What you are asked to do.
When you find the word "return" in a line of the entries, please copy the whole line.

Records to use.
<<<<

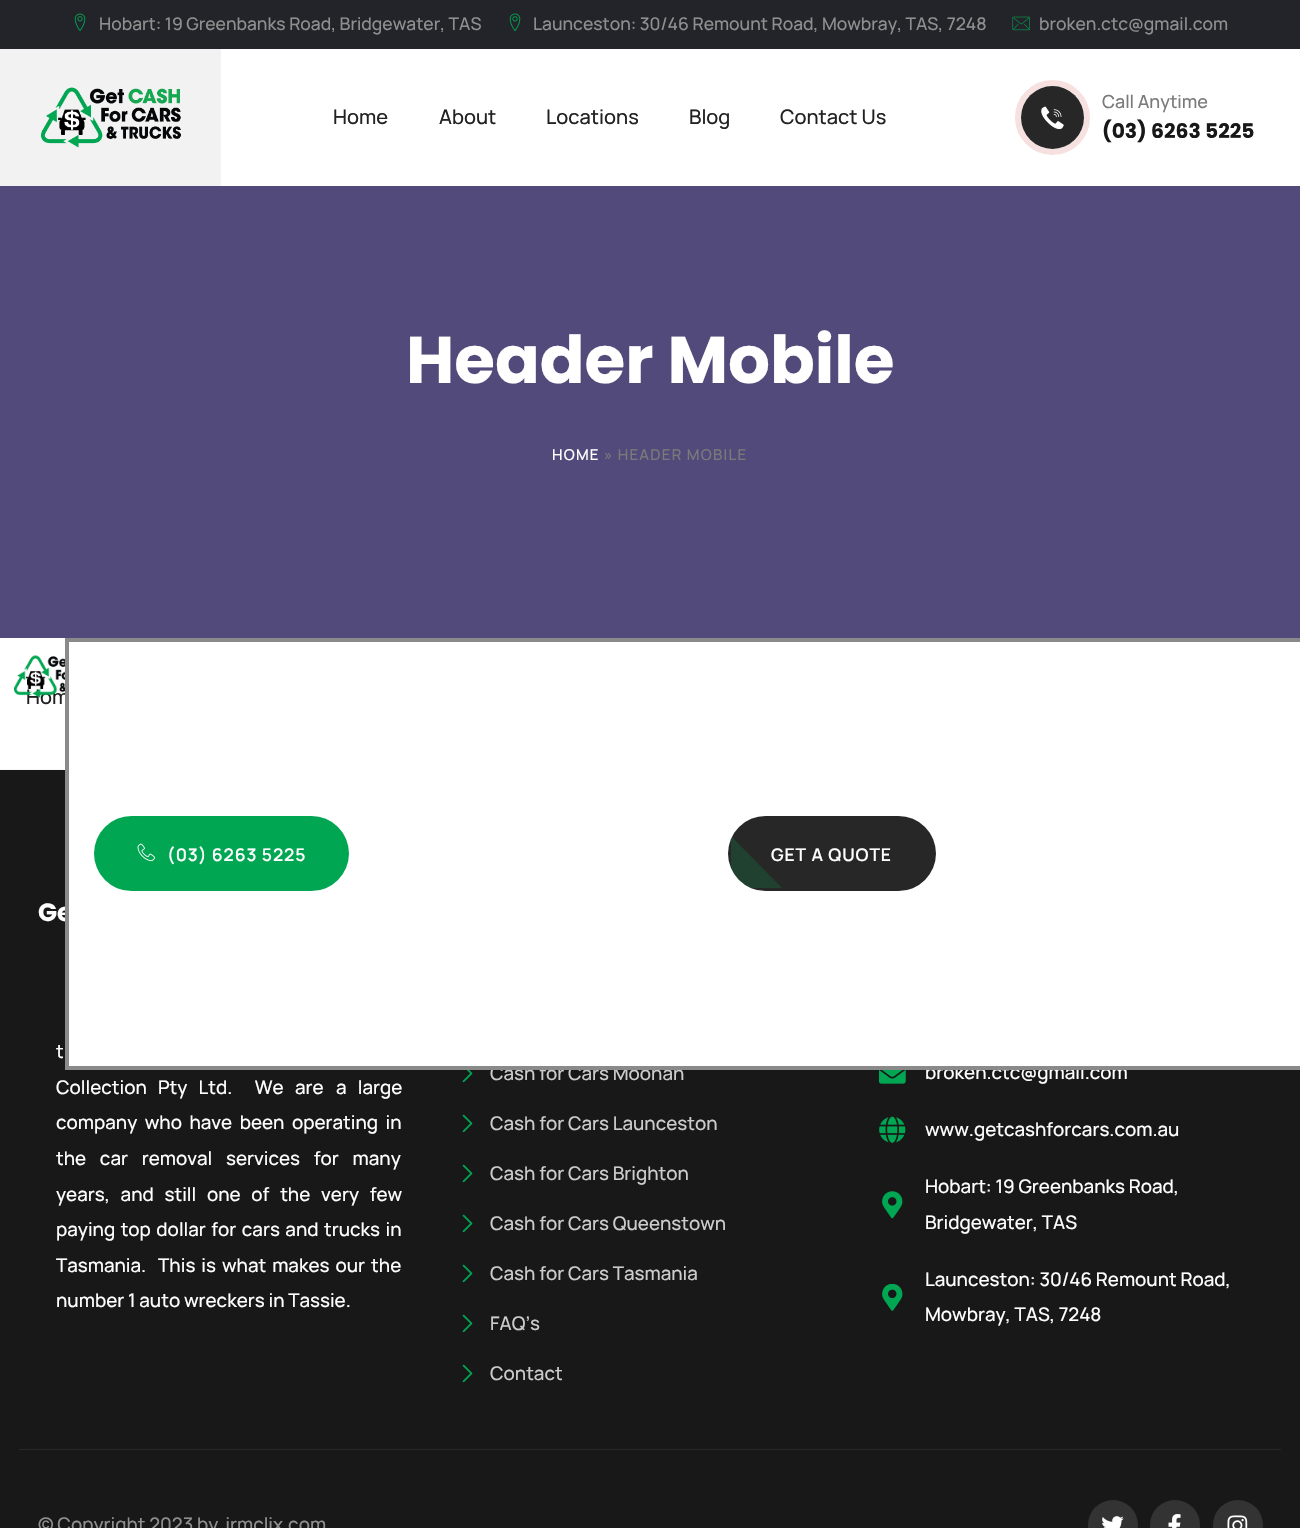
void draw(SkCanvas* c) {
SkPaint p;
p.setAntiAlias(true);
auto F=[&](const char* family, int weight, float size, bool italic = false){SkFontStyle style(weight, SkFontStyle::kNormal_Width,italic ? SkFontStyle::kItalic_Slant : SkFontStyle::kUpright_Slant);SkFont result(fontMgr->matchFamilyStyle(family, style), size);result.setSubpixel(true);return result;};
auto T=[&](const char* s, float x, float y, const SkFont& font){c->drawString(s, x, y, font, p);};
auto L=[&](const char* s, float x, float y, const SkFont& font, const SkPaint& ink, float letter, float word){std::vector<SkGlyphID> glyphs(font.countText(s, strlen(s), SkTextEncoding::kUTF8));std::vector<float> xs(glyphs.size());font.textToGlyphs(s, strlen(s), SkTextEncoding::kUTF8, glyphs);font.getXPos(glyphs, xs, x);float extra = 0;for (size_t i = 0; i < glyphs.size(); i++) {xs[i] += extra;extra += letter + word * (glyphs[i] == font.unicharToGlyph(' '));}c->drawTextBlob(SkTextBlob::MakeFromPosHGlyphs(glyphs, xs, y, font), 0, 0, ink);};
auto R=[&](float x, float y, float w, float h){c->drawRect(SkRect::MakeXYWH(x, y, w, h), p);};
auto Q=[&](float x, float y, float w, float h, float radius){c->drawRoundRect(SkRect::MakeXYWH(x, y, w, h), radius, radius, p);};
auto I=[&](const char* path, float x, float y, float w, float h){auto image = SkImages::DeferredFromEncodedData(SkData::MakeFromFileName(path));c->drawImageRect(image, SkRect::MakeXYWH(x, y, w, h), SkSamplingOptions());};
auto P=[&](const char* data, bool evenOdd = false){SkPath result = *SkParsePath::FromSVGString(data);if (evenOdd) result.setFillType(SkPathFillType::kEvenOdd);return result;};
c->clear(0xffffffff);
p.setColor(0xff222429);
R(0,0,1300,49);
I("1.png",74,13,12,18);
auto f1 = F("Manrope",500,17.5);
p.setColor(0xff8f8f8f);
T("Hobart: 19 Greenbanks Road, Bridgewater, TAS",99,30,f1);
I("1.png",509,13,12,18);
T("Launceston: 30/46 Remount Road, Mowbray, TAS, 7248",533,30,f1);
I("2.png",1012,16,18,15);
T("broken.ctc@gmail.com",1039,30,f1);
p.setColor(0xfff2f2f2);
R(0,49,221,137);
I("3.png",41,87,140,61);
auto f2 = F("Manrope",500,20);
p.setColor(0xff222222);
T("Home",333,124,f2);
T("About",439,124,f2);
T("Locations",546,124,f2);
T("Blog",689,124,f2);
T("Contact Us",780,124,f2);
p.setStroke(true);
p.setStrokeWidth(6);
p.setColor(0xfff7e0e0);
c->drawCircle(1052.5,117.5,34.5,p);
p.setStroke(false);
p.setColor(0xff272727);
c->drawCircle(1052.5,117.5,31.5,p);
I("4.png",1041,106,23,24);
auto f3 = F("Manrope",500,18);
p.setColor(0xff7a7a7a);
T("Call Anytime",1102,108,f3);
auto f4 = F("Poppins",700,20.25);
p.setColor(0xff181818);
T("(03) 6263 5225",1102,138,f4);
p.setColor(0xff524a7a);
R(0,186,1300,452);
auto f5 = F("Poppins",700,66);
p.setColor(0xffffffff);
T("Header Mobile",406,383,f5);
auto f6 = F("Manrope",500,15);
L("HOME",552,460,f6,p,1.25,0);
p.setColor(0xff7a7a7a);
L("» HEADER MOBILE",604,460,f6,p,1.25,0);
p.setColor(0xfff6f6f6);
R(0,769,65,1);
p.setColor(0xff222222);
T("Hom",26,704,f2);
I("5.png",14,655,51,43);
p.setColor(0xff181818);
R(0,770,1300,758);
p.setColor(0xffffffff);
R(69,770,1231,296);
auto f7 = F("Poppins",700,25);
T("Ge",38,921,f7);
auto f8 = F("Manrope",500,18.75);
p.setColor(0xffcccccc);
T("Cash for Cars Moonah",490,1080,f8);
p.setColor(0xffffffff);
T("broken.ctc@gmail.com",925,1079,f8);
p.setStroke(true);
p.setStrokeWidth(4);
p.setColor(0xff8a8a8a);
c->drawRect(SkRect::MakeXYWH(67,640,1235,428),p);
p.setStroke(false);
p.setColor(0xff00a651);
Q(94,816,255,75,37.5);
I("6.png",137,843,18,19);
p.setColor(0x3300a651);
c->drawPath(P("M149 888h-32c-5-1-18-13-19-18v-34z"),p);
auto f9 = F("Manrope",600,17.5);
p.setColor(0xffffffff);
L("(03) 6263 5225",167,861,f9,p,.9,0);
p.setColor(0xff272727);
Q(728,816,208,75,37.5);
p.setColor(0xffffffff);
L("GET A QUOTE",771,861,f9,p,.9,0);
p.setColor(0x3300a651);
c->drawPath(P("M782 888h-31c-9-4-16-11-20-20v-29l1-2z"),p);
p.setColor(0xffffffff);
L("t",56,1058,f8,p,0,2);
L("Collection Pty Ltd.  We are",56,1094,f8,p,0,7.5);
L("a large",336,1094,f8,p,0,7.5);
L("company who have been operating in",56,1129,f8,p,0,3.75);
L("the car removal services for many",56,1165,f8,p,0,10);
L("years, and still one of the very few",56,1201,f8,p,0,7);
L("paying top dollar for cars and trucks in",56,1236,f8,p,0,1.75);
L("Tasmania.  This is what makes our the",56,1272,f8,p,0,2.25);
T("number 1 auto wreckers in Tassie.",56,1307,f8);
I("7.png",462,1070,11,13);
I("8.png",462,1114,11,19);
p.setColor(0xffcccccc);
T("Cash for Cars Launceston",490,1130,f8);
I("8.png",462,1164,11,19);
T("Cash for Cars Brighton",490,1180,f8);
I("8.png",462,1214,11,19);
T("Cash for Cars Queenstown",490,1230,f8);
I("8.png",462,1264,11,19);
T("Cash for Cars Tasmania",490,1280,f8);
I("8.png",462,1314,11,19);
T("FAQ’s",490,1330,f8);
I("8.png",462,1364,11,19);
T("Contact",490,1380,f8);
I("9.png",879,1070,27,14);
I("10.png",879,1116,27,27);
p.setColor(0xffffffff);
T("www.getcashforcars.com.au",925,1136,f8);
I("11.png",882,1191,21,28);
T("Hobart: 19 Greenbanks Road,",925,1193,f8);
T("Bridgewater, TAS",925,1229,f8);
I("12.png",882,1284,21,27);
T("Launceston: 30/46 Remount Road,",925,1286,f8);
T("Mowbray, TAS, 7248",925,1321,f8);
p.setColor(0xff282828);
R(19,1449,1262,1);
p.setColor(0xff8f8f8f);
T("© Copyright 2023 by",38,1531,f8);
T("jrmclix.com",225,1531,f8);
p.setColor(0xff333333);
c->drawCircle(1113,1525,25,p);
I("13.png",1102,1516,22,12);
c->drawCircle(1175,1525,25,p);
I("14.png",1168,1514,13,14);
c->drawCircle(1238,1525,25,p);
I("15.png",1227,1515,21,13);
}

>>>>

Finished exercise.
auto F=[&](const char* family, int weight, float size, bool italic = false){SkFontStyle style(weight, SkFontStyle::kNormal_Width,italic ? SkFontStyle::kItalic_Slant : SkFontStyle::kUpright_Slant);SkFont result(fontMgr->matchFamilyStyle(family, style), size);result.setSubpixel(true);return result;};
auto P=[&](const char* data, bool evenOdd = false){SkPath result = *SkParsePath::FromSVGString(data);if (evenOdd) result.setFillType(SkPathFillType::kEvenOdd);return result;};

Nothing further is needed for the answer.